[Stored data entries]
◇ ◇ ◇

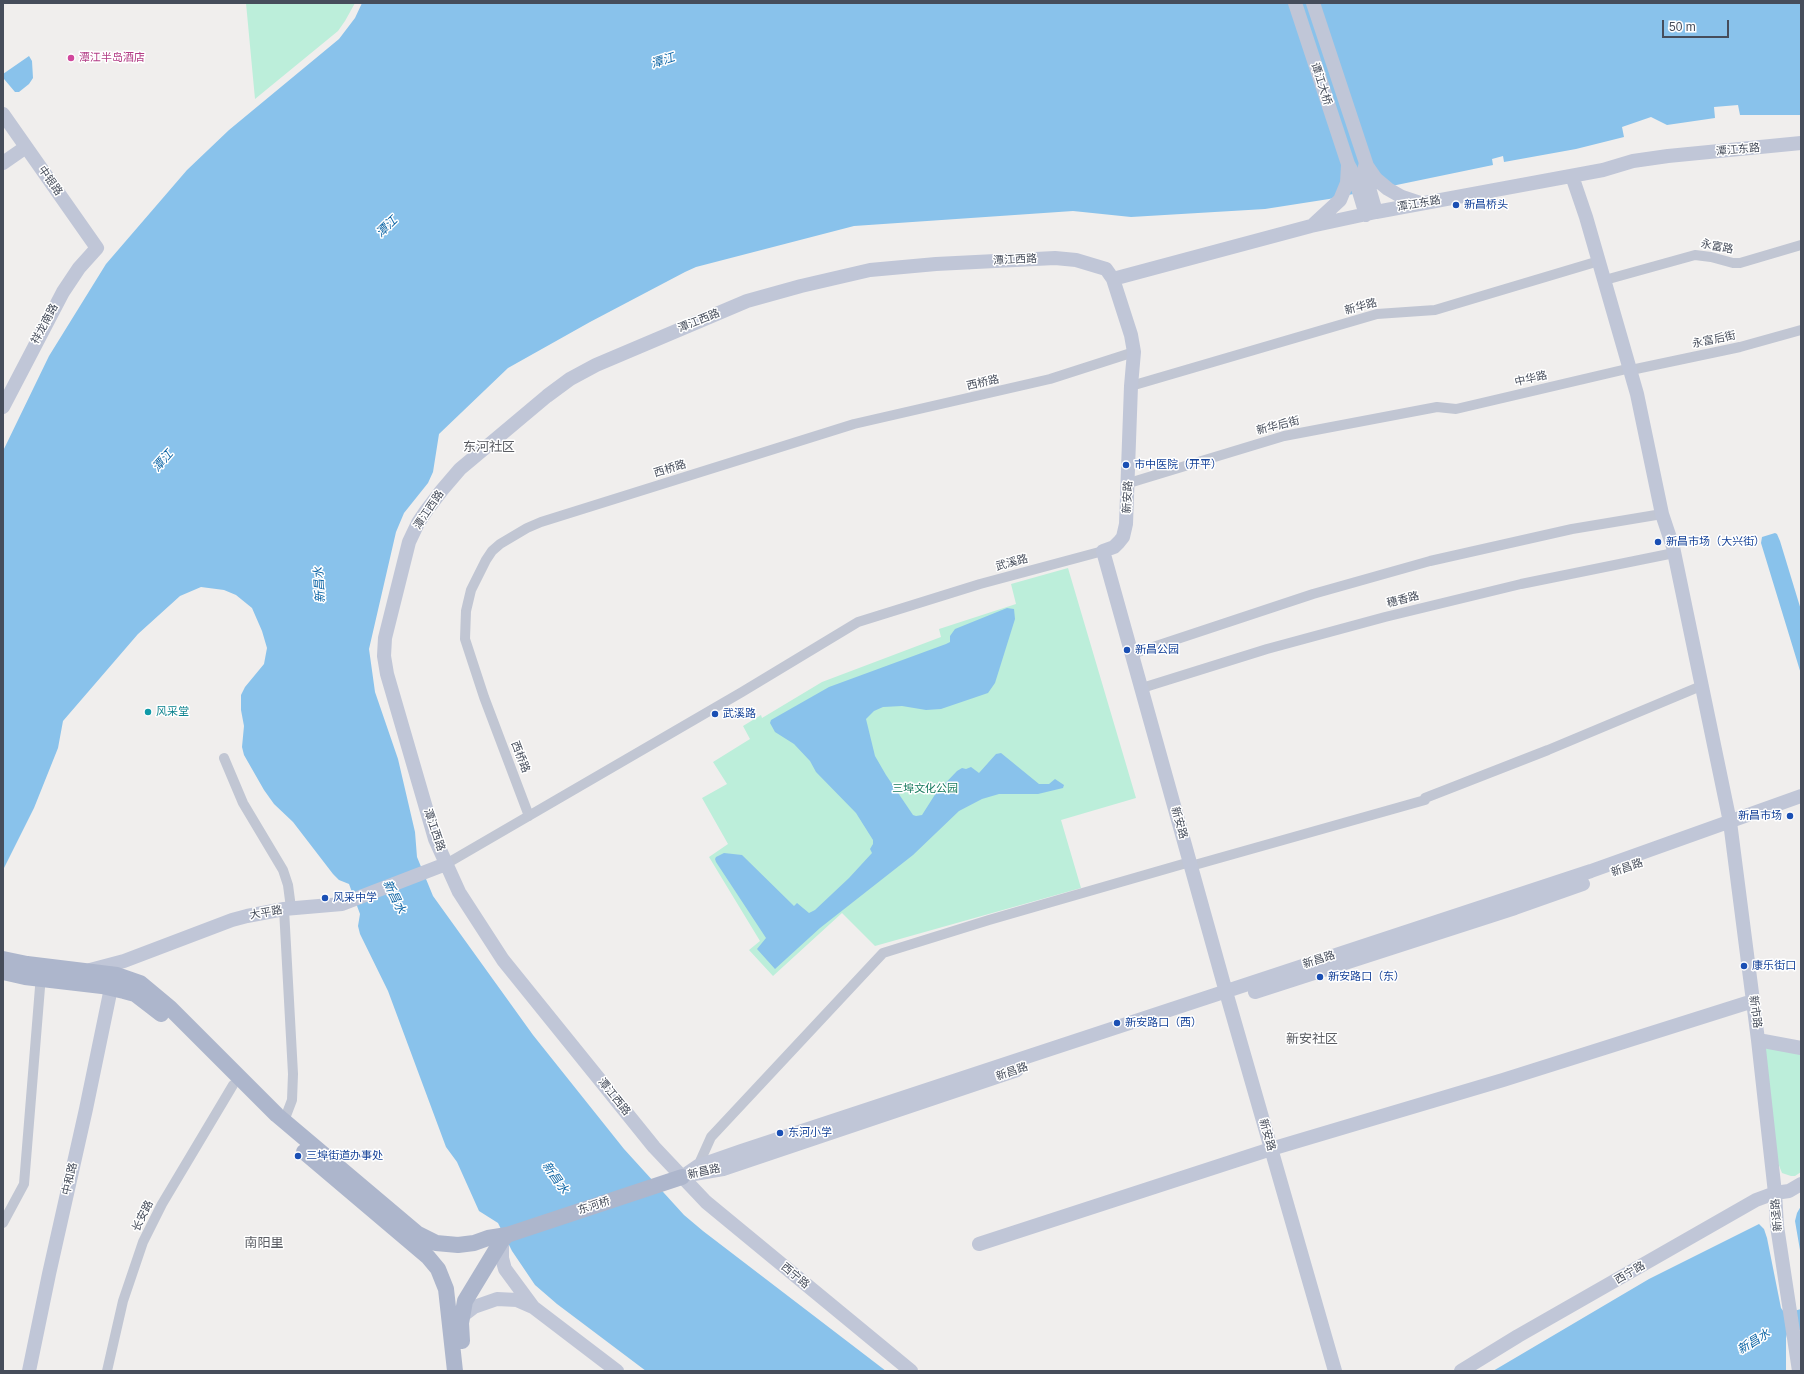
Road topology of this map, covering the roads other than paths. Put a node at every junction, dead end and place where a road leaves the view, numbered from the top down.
1 (1295, 3) edge
2 (1313, 3) edge
3 (3, 114) edge
4 (1801, 143) edge
5 (26, 147) junction
6 (1364, 159) junction
7 (3, 163) edge
8 (1348, 164) junction
9 (1572, 176) junction
10 (1426, 203) junction
11 (1371, 213) junction
12 (1311, 226) junction
13 (1801, 245) edge
14 (97, 248) joint
15 (1599, 261) junction
16 (1095, 265) junction
17 (1144, 271) junction
18 (1113, 279) junction
19 (1605, 280) junction
20 (1801, 330) edge
21 (1134, 352) junction
22 (1631, 369) junction
23 (1131, 386) junction
24 (3, 407) edge
25 (1437, 407) joint
26 (1129, 483) junction
27 (1662, 514) junction
28 (1103, 551) junction
29 (1674, 553) junction
30 (1132, 654) junction
31 (1701, 686) junction
32 (1142, 688) junction
33 (224, 758) dead end
34 (1801, 796) edge
35 (1801, 806) edge
36 (529, 816) junction
37 (1730, 827) junction
38 (446, 864) junction
39 (1191, 864) junction
40 (288, 909) junction
41 (3, 959) edge
42 (87, 971) junction
43 (3, 972) edge
44 (41, 972) junction
45 (111, 988) junction
46 (1227, 996) junction
47 (1753, 1001) junction
48 (1758, 1040) junction
49 (1801, 1048) edge
50 (233, 1085) junction
51 (284, 1121) junction
52 (1271, 1149) junction
53 (698, 1166) junction
54 (682, 1177) junction
55 (1801, 1184) edge
56 (1775, 1193) junction
57 (3, 1223) edge
58 (504, 1238) junction
59 (979, 1244) dead end
60 (441, 1274) junction
61 (480, 1275) junction
62 (1794, 1301) junction
63 (533, 1307) junction
64 (461, 1317) junction
65 (1801, 1324) edge
66 (29, 1371) edge
67 (107, 1371) edge
68 (455, 1371) edge
69 (465, 1371) edge
70 (617, 1371) edge
71 (911, 1371) edge
72 (1335, 1371) edge
73 (1461, 1371) edge
74 (1799, 1371) edge

1 - 8 street, 谭江大桥
2 - 6 street, 谭江大桥
3 - 5 street, 中银路
4 - 9 street, 潭江东路
5 - 7 street
5 - 14 street, 中银路
6 - 10 street
6 - 11 street
8 - 11 street, 谭江大桥
8 - 12 street
9 - 10 street, 潭江东路
9 - 15 street, 新市路
10 - 11 street, 潭江东路
11 - 12 street, 潭江东路
12 - 17 street, 潭江东路
13 - 19 street, 永富路
14 - 24 street, 祥龙南路
15 - 19 street, 新市路
15 - 23 street, 新华路
16 - 17 street
16 - 18 street, 潭江西路
16 - 38 street, 潭江西路
17 - 18 street, 潭江东路
18 - 21 street, 新安路
19 - 22 street, 新市路
20 - 22 street, 永富后街
21 - 23 street, 新安路
21 - 36 street, 西桥路
22 - 25 street, 中华路
22 - 27 street, 新市路
23 - 26 street, 新安路
25 - 26 street, 新华后街
26 - 28 street, 新安路
27 - 29 street, 新市路
27 - 30 street
28 - 30 street, 新安路
28 - 36 street, 武溪路
29 - 31 street, 新市路
29 - 32 street, 穗香路
30 - 32 street, 新安路
31 - 37 street, 新市路
31 - 39 street
32 - 39 street, 新安路
33 - 40 street
34 - 37 street, 新昌路
35 - 37 street, 新昌路
36 - 38 street, 武溪路
37 - 46 street, 新昌路
37 - 47 street, 新市路
38 - 40 street, 大平路
38 - 54 street, 潭江西路
39 - 46 street, 新安路
39 - 53 street
40 - 42 street, 大平路
40 - 51 street
41 - 44 main road
42 - 44 main road, 东河桥
42 - 51 main road, 东河桥
43 - 44 main road
44 - 45 main road
44 - 57 street
45 - 50 main road
45 - 66 street, 中和路
46 - 52 street, 新安路
46 - 53 street, 新昌路
46 - 54 street, 新昌路
47 - 48 street, 新市路
47 - 52 street
48 - 49 street
48 - 56 street, 新市路
50 - 60 main road
50 - 67 street, 长安路
51 - 58 main road, 东河桥
52 - 59 street
52 - 72 street, 新安路
53 - 54 street, 新昌路
54 - 58 main road, 东河桥
54 - 71 street, 西宁路
55 - 56 street, 西宁路
56 - 62 street, 新迳路
56 - 73 street, 西宁路
58 - 61 main road
58 - 63 street
60 - 61 main road
60 - 68 main road
61 - 64 main road
62 - 65 street, 新迳路
62 - 74 street, 新迳路
63 - 64 street
63 - 70 street
64 - 69 main road

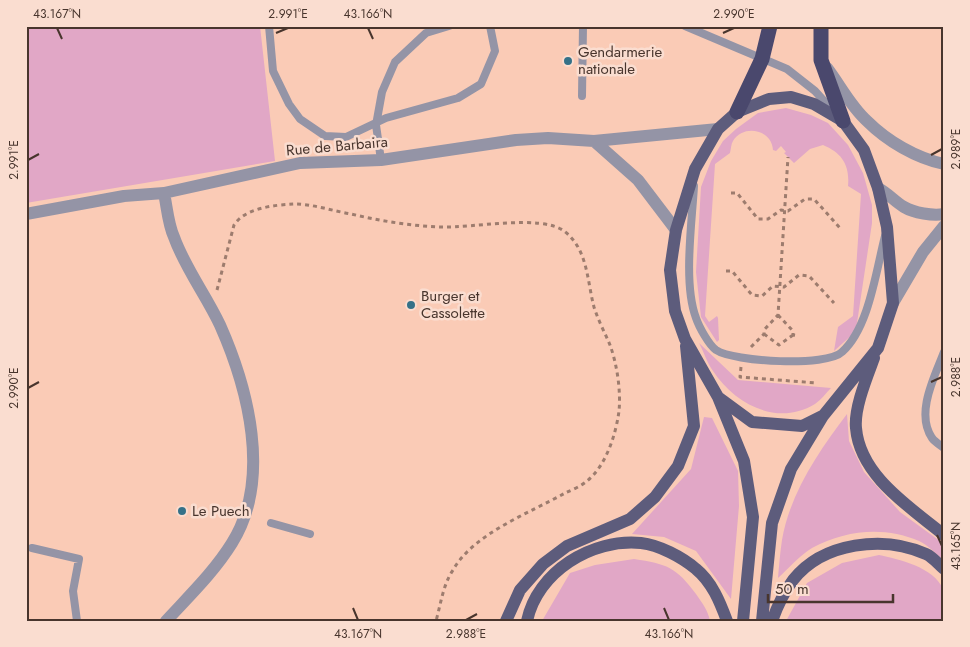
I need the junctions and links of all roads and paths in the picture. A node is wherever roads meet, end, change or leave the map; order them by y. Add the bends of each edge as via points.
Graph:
1 (269, 26) edge
2 (449, 26) edge
3 (490, 26) edge
4 (584, 26) edge
5 (685, 26) edge
6 (770, 26) edge
7 (821, 26) edge
8 (762, 58) junction
9 (822, 60) junction
10 (582, 96) dead end
11 (737, 112) junction
12 (843, 121) junction
13 (376, 125) junction
14 (718, 129) junction
15 (594, 141) junction
16 (788, 157) dead end
17 (381, 160) junction
18 (944, 164) edge
19 (695, 169) junction
20 (878, 188) junction
21 (732, 192) dead end
22 (164, 193) junction
23 (785, 211) junction
24 (26, 214) edge
25 (944, 214) edge
26 (944, 226) edge
27 (887, 227) junction
28 (840, 228) dead end
29 (676, 230) junction
30 (726, 271) dead end
31 (779, 287) junction
32 (834, 303) dead end
33 (893, 303) junction
34 (212, 310) junction
35 (778, 315) junction
36 (764, 334) junction
37 (793, 335) junction
38 (799, 336) dead end
39 (685, 339) junction
40 (878, 348) junction
41 (944, 352) edge
42 (742, 358) junction
43 (817, 383) dead end
44 (718, 397) junction
45 (823, 416) junction
46 (944, 448) edge
47 (270, 524) dead end
48 (310, 534) dead end
49 (944, 534) edge
50 (32, 548) dead end
51 (944, 569) edge
52 (77, 621) edge
53 (166, 621) edge
54 (436, 621) edge
55 (506, 621) edge
56 (527, 621) edge
57 (727, 621) edge
58 (743, 621) edge
59 (762, 621) edge
60 (772, 621) edge

1 - 13 lane via 273,71 300,119 324,136 346,137
2 - 13 lane via 426,33 395,62 382,92
3 - 13 lane via 495,52 481,84 458,98 386,118
4 - 10 lane
5 - 8 lane
6 - 8 highway
7 - 9 highway
8 - 11 highway
8 - 12 lane via 787,69 815,91
9 - 12 highway
9 - 18 street via 872,126 929,161
11 - 12 main road via 769,99 790,97 814,104
11 - 14 main road
12 - 20 main road via 864,150
13 - 17 lane
14 - 15 street, Rue de Barbaira
14 - 19 main road
15 - 17 street, Rue de Barbaira via 516,140
15 - 29 street via 638,180
16 - 23 path
17 - 22 street, Rue de Barbaira via 300,163
19 - 29 main road
19 - 42 lane via 690,254 691,292 696,318 717,351
20 - 25 street via 904,207
20 - 27 main road
21 - 23 path via 737,193 758,219 768,220 781,210
22 - 24 street, Rue de Barbaira via 124,196
22 - 34 street via 173,237
23 - 28 path via 805,199 814,199
23 - 31 path
26 - 33 street via 923,252
27 - 33 main road
27 - 42 lane via 865,316 857,334 842,353 818,362
29 - 39 main road via 670,270 675,311
30 - 31 path via 732,271 752,295 762,296 773,286
31 - 32 path via 784,287 798,275 809,276
31 - 35 path
33 - 40 main road
34 - 53 street via 243,385 255,463 246,507 233,541 215,568
34 - 54 path via 234,225 239,217 249,212 294,204 402,224 482,227 532,222 564,231 575,243 585,262 595,308 611,348 618,381 615,435 601,464 588,481 502,527 475,546 453,568
35 - 36 path
35 - 37 path
36 - 37 path via 779,345
36 - 42 path via 750,348 742,351
37 - 38 path
39 - 44 main road
39 - 55 main road via 694,426 678,466 655,497 630,519 567,546 543,564 520,590
40 - 45 main road
40 - 49 main road via 862,394 856,427 862,454 878,478
41 - 46 lane via 926,407 926,423 932,438
42 - 43 path via 740,377
44 - 45 main road via 752,422 802,426
44 - 58 main road via 744,461 753,517
45 - 59 main road via 792,469 772,523
47 - 48 lane
50 - 52 lane via 79,559 73,592
51 - 60 main road via 928,554 900,546 868,543 838,550 814,562 793,580
56 - 57 main road via 546,581 577,556 600,548 641,543 668,552 697,569 718,597

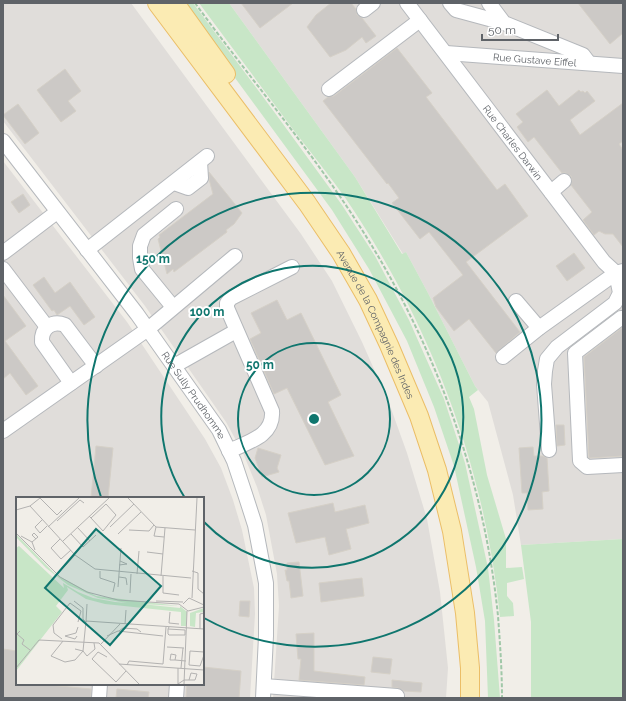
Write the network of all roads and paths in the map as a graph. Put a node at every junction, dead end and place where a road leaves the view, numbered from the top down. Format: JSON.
{"nodes":[{"id":1,"x":157,"y":3,"type":"edge"},
{"id":2,"x":166,"y":3,"type":"edge"},
{"id":3,"x":175,"y":3,"type":"edge"},
{"id":4,"x":407,"y":3,"type":"edge"},
{"id":5,"x":450,"y":3,"type":"edge"},
{"id":6,"x":489,"y":3,"type":"edge"},
{"id":7,"x":420,"y":20,"type":"junction"},
{"id":8,"x":504,"y":23,"type":"junction"},
{"id":9,"x":446,"y":53,"type":"junction"},
{"id":10,"x":589,"y":63,"type":"junction"},
{"id":11,"x":623,"y":66,"type":"edge"},
{"id":12,"x":329,"y":89,"type":"dead end"},
{"id":13,"x":3,"y":141,"type":"edge"},
{"id":14,"x":203,"y":159,"type":"dead end"},
{"id":15,"x":564,"y":181,"type":"dead end"},
{"id":16,"x":551,"y":192,"type":"junction"},
{"id":17,"x":176,"y":209,"type":"dead end"},
{"id":18,"x":57,"y":212,"type":"junction"},
{"id":19,"x":87,"y":250,"type":"junction"},
{"id":20,"x":3,"y":253,"type":"edge"},
{"id":21,"x":234,"y":256,"type":"dead end"},
{"id":22,"x":292,"y":267,"type":"dead end"},
{"id":23,"x":3,"y":269,"type":"edge"},
{"id":24,"x":620,"y":272,"type":"edge"},
{"id":25,"x":516,"y":301,"type":"dead end"},
{"id":26,"x":173,"y":306,"type":"junction"},
{"id":27,"x":623,"y":318,"type":"edge"},
{"id":28,"x":47,"y":327,"type":"junction"},
{"id":29,"x":539,"y":328,"type":"junction"},
{"id":30,"x":148,"y":329,"type":"junction"},
{"id":31,"x":236,"y":331,"type":"junction"},
{"id":32,"x":503,"y":357,"type":"dead end"},
{"id":33,"x":96,"y":366,"type":"junction"},
{"id":34,"x":174,"y":366,"type":"junction"},
{"id":35,"x":71,"y":383,"type":"junction"},
{"id":36,"x":3,"y":431,"type":"edge"},
{"id":37,"x":549,"y":450,"type":"dead end"},
{"id":38,"x":229,"y":451,"type":"junction"},
{"id":39,"x":623,"y":465,"type":"edge"},
{"id":40,"x":100,"y":685,"type":"edge"},
{"id":41,"x":177,"y":685,"type":"edge"},
{"id":42,"x":263,"y":692,"type":"edge"},
{"id":43,"x":397,"y":696,"type":"dead end"},
{"id":44,"x":99,"y":698,"type":"edge"},
{"id":45,"x":176,"y":698,"type":"edge"},
{"id":46,"x":470,"y":698,"type":"edge"},
{"id":47,"x":476,"y":698,"type":"edge"},
{"id":48,"x":480,"y":698,"type":"edge"}],
"edges":[{"from":1,"to":46,"type":"main road","name":"Avenue de la Compagnie des Indes"},
{"from":2,"to":47,"type":"street","name":"Avenue de la Compagnie des Indes"},
{"from":3,"to":48,"type":"main road","name":"Avenue de la Compagnie des Indes"},
{"from":4,"to":7,"type":"street","name":"Rue Charles Darwin"},
{"from":5,"to":8,"type":"street"},
{"from":6,"to":8,"type":"street"},
{"from":7,"to":9,"type":"street","name":"Rue Charles Darwin"},
{"from":7,"to":12,"type":"street"},
{"from":8,"to":10,"type":"street"},
{"from":9,"to":10,"type":"street","name":"Rue Gustave Eiffel"},
{"from":9,"to":16,"type":"street","name":"Rue Charles Darwin"},
{"from":10,"to":11,"type":"street","name":"Rue Gustave Eiffel"},
{"from":13,"to":18,"type":"street","name":"Rue Sully Prudhomme"},
{"from":14,"to":19,"type":"street"},
{"from":15,"to":16,"type":"street"},
{"from":16,"to":24,"type":"street","name":"Rue Charles Darwin"},
{"from":17,"to":26,"type":"street"},
{"from":18,"to":19,"type":"street","name":"Rue Sully Prudhomme"},
{"from":18,"to":20,"type":"street"},
{"from":19,"to":30,"type":"street","name":"Rue Sully Prudhomme"},
{"from":21,"to":26,"type":"street"},
{"from":22,"to":31,"type":"street"},
{"from":23,"to":28,"type":"street"},
{"from":24,"to":29,"type":"street"},
{"from":24,"to":37,"type":"street"},
{"from":25,"to":29,"type":"street"},
{"from":26,"to":30,"type":"street"},
{"from":27,"to":39,"type":"street"},
{"from":28,"to":33,"type":"street"},
{"from":28,"to":35,"type":"street"},
{"from":29,"to":32,"type":"street"},
{"from":30,"to":33,"type":"street"},
{"from":30,"to":34,"type":"street","name":"Rue Sully Prudhomme"},
{"from":31,"to":34,"type":"street"},
{"from":31,"to":38,"type":"street"},
{"from":33,"to":35,"type":"street"},
{"from":34,"to":38,"type":"street","name":"Rue Sully Prudhomme"},
{"from":35,"to":36,"type":"street"},
{"from":38,"to":42,"type":"street","name":"Rue Sully Prudhomme"},
{"from":40,"to":44,"type":"street"},
{"from":41,"to":45,"type":"street"},
{"from":42,"to":43,"type":"street"}]}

◇ ◇ ◇

ASSIGNED TASK: Given the data above, which lines hold the string "Barbaira"? Return them.

EXERCISE ANSWER:
14 - 15 street, Rue de Barbaira
15 - 17 street, Rue de Barbaira via 516,140
17 - 22 street, Rue de Barbaira via 300,163
22 - 24 street, Rue de Barbaira via 124,196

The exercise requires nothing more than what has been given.